# Task directions
The lines to be copied are those below that contain "every".

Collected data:
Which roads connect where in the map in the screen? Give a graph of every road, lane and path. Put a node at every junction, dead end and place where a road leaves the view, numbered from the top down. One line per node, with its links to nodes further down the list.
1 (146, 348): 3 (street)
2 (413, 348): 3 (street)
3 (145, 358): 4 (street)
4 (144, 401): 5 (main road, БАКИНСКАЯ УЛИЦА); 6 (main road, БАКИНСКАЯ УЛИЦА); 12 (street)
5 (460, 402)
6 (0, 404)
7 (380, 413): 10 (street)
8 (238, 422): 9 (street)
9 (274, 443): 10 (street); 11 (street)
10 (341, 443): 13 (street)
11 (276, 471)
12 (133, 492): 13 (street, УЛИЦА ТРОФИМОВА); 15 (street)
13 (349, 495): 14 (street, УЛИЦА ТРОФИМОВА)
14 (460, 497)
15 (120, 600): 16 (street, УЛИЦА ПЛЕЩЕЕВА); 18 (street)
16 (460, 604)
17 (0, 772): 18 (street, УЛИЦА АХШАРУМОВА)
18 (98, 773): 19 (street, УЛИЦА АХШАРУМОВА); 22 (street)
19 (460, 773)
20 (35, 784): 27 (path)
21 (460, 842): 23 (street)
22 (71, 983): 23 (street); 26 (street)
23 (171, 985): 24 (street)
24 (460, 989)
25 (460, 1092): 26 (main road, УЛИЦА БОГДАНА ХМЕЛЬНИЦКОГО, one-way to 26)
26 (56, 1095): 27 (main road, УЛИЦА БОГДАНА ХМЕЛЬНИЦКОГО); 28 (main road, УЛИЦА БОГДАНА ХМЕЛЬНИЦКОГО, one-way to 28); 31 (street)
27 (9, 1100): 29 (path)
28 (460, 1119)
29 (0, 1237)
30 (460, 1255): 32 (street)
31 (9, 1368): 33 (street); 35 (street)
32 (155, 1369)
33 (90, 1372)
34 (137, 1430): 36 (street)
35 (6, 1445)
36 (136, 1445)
==
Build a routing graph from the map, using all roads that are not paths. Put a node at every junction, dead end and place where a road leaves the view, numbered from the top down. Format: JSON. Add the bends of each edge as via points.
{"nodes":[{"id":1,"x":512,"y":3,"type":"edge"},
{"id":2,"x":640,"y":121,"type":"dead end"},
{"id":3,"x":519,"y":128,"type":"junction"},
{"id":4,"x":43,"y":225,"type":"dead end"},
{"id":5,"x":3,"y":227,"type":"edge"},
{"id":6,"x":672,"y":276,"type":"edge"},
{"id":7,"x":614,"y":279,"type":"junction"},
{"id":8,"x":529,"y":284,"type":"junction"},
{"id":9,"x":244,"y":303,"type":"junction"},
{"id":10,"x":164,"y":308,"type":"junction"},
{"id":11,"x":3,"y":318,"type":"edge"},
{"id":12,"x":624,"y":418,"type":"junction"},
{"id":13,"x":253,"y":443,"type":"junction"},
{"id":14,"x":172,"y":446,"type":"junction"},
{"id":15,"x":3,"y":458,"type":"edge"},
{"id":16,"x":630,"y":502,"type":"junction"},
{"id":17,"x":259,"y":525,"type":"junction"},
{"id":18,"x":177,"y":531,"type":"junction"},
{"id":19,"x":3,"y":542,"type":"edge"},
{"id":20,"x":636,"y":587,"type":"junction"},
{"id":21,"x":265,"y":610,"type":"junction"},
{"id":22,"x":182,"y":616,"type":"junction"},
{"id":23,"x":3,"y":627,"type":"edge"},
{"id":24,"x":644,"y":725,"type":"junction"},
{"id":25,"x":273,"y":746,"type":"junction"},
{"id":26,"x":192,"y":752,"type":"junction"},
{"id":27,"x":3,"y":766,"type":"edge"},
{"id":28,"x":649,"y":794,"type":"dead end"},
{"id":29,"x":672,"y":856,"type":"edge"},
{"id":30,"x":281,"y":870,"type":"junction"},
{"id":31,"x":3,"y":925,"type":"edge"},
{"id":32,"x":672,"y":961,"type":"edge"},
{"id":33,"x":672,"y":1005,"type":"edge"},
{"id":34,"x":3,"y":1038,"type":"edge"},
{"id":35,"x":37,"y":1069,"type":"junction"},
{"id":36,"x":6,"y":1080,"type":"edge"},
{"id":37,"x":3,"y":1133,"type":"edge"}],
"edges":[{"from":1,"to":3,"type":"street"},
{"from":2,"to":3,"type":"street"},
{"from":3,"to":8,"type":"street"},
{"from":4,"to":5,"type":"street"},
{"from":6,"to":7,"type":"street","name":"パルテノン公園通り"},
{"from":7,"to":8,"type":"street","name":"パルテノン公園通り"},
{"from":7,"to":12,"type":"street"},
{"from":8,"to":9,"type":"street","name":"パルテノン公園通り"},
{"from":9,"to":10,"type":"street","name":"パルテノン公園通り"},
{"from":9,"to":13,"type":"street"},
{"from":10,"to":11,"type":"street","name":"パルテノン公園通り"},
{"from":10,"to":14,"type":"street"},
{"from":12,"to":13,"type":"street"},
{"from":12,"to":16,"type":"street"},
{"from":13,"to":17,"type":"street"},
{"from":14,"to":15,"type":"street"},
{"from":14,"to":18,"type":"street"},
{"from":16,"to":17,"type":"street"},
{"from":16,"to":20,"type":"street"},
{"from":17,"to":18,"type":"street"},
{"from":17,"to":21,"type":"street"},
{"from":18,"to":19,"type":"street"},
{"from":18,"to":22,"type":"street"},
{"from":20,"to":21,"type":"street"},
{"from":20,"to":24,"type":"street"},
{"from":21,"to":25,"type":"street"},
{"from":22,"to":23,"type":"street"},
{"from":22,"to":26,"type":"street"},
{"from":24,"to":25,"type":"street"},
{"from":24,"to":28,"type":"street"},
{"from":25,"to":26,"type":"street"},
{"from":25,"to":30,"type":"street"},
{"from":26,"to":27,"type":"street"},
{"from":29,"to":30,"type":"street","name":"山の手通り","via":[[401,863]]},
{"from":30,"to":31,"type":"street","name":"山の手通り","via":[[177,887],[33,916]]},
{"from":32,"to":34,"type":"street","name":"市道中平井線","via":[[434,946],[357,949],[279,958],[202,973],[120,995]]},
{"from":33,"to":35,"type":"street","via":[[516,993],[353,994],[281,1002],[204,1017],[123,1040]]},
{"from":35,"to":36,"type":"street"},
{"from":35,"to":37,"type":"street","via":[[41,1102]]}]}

# Answer to this exercise
Which roads connect where in the map in the screen? Give a graph of every road, lane and path. Put a node at every junction, dead end and place where a road leaves the view, numbered from the top down. One line per node, with its links to nodes further down the list.
Build a routing graph from the map, using all roads that are not paths. Put a node at every junction, dead end and place where a road leaves the view, numbered from the top down. Format: JSON. Add the bends of each edge as via points.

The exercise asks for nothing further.